One great joy of doing craft fairs is meeting other artists and collecting their work. Over the years I’ve had fun times with people I’ve met at shows--and managed to pick up a few nice pieces of pottery along the way. Many years (possibly several decades ago) at the Guilford (Connecticut) Handcrafts show I met a potter from Providence, RI. In addition to his wonderful functional pieces, Dwo Wen (aka Luke) Chen (http://www.threewheelstudio.com/) makes great sculptural work. I was familiar with his floral painted work but hadn’t seen the sculpture before. He had a small caterpillar that I had to buy. I didn’t even think about it, it was one of those rare times where I see a piece and it must come home with me. Luke happened to be out of the booth so I paid his assistant, Martin, and proudly put the piece on my bowl unit shelf so I could look at it and send my customers over to see his work when they were done in my booth. A little later, I saw Martin and he told me that when Luke came back to the booth his first utterance was, “What happened to the baby?” They had both been referring to the piece I bought as “the baby” for some reason. It was so long ago, I’m not sure if it was because they had a group of caterpillars and it was the smallest one, or if it was really special...or some other reason. What I do remember is that when he got the chance, Dwo Wen came over to my booth to visit it He also gave me a story (you know, the one mass produced work just doesn’t have) about how it was based on imagery from an animated film I had never seen (the fantastic “Spirited Away” by Japanese director Hay ao Miyazak). I knew a little of how he was feeling when the baby leaves the booth. When one makes a living selling work one comes to terms with parting with the occasional really special piece. With hand made work, every piece is unique of course, but once in awhile a piece is made that is harder to let go. Once in a great while I just take a piece home but more frequently, I put a price on it that will more adequately compensate the loss. It always makes me happy when another potter buys one of those pieces.

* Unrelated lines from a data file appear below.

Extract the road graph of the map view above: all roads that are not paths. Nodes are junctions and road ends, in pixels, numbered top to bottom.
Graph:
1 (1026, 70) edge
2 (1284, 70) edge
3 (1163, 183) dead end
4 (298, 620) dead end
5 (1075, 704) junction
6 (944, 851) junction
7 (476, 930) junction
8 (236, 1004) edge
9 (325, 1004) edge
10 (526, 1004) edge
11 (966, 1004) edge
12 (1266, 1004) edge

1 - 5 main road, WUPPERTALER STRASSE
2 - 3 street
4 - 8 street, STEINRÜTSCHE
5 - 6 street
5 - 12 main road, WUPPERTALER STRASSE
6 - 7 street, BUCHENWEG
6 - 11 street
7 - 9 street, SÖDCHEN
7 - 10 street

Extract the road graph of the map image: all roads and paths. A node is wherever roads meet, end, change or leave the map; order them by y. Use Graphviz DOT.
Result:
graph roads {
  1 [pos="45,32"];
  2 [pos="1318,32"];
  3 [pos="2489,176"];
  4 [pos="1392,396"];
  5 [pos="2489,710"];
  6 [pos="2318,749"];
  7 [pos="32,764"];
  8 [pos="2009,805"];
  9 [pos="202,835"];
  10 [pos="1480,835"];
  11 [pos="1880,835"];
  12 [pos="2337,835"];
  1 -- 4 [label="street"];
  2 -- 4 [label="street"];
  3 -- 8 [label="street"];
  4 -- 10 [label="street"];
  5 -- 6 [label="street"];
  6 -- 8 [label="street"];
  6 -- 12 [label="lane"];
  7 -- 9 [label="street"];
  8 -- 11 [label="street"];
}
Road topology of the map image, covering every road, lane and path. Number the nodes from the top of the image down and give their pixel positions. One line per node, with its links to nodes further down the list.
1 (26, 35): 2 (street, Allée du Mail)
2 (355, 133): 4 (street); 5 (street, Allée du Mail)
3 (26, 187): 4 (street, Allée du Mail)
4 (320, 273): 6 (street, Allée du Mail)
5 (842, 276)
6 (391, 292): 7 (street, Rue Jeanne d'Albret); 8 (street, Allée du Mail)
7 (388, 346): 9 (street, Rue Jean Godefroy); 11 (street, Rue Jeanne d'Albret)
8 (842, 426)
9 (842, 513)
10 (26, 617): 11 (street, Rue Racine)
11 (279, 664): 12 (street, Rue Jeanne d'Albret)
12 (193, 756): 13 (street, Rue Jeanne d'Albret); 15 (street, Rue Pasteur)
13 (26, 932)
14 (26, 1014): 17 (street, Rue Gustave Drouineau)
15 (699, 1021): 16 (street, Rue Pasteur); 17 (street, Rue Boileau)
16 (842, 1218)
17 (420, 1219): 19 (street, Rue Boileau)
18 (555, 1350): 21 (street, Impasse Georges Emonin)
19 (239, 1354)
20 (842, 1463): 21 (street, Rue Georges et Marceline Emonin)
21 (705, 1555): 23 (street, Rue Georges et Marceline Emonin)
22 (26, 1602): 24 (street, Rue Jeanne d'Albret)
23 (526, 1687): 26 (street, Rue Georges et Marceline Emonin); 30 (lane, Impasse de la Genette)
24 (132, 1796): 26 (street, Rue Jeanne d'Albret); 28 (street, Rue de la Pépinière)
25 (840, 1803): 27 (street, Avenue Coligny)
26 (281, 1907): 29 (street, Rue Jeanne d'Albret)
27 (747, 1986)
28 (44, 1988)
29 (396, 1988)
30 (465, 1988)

Which brings me around to the actual topic of this post. I’ve been working on some new pieces and must now figure out what to call them--or what to name the babies? I frequently have a hard time with this. Do I call my new rimless bowls, “Rimless Bowls?” “Simple Bowls?” or do I go further to hint at their possible uses: Ice Cream Bowl? Rice Bowl? Dip Bowl? French Toast Dipping Bowl (yeah, just kidding about that one even though that is my current favorite use for it--see above photo)... Low Bowl? I eventually will come around to calling them something fairly concise but just like actually creating the pieces and putting them in to production successfully, it takes time and consideration.
I have now incorporated two of the new bowl shapes into my home collection and already feel as if I can’t live without them. I still am not quite sure what to call them, but that will come as I start sharing them with customers and getting feedback about how they are different from the bowls already in my production line. Whatever I call them, I hope I will make at least a few that I’m really sorry to see leave the booth.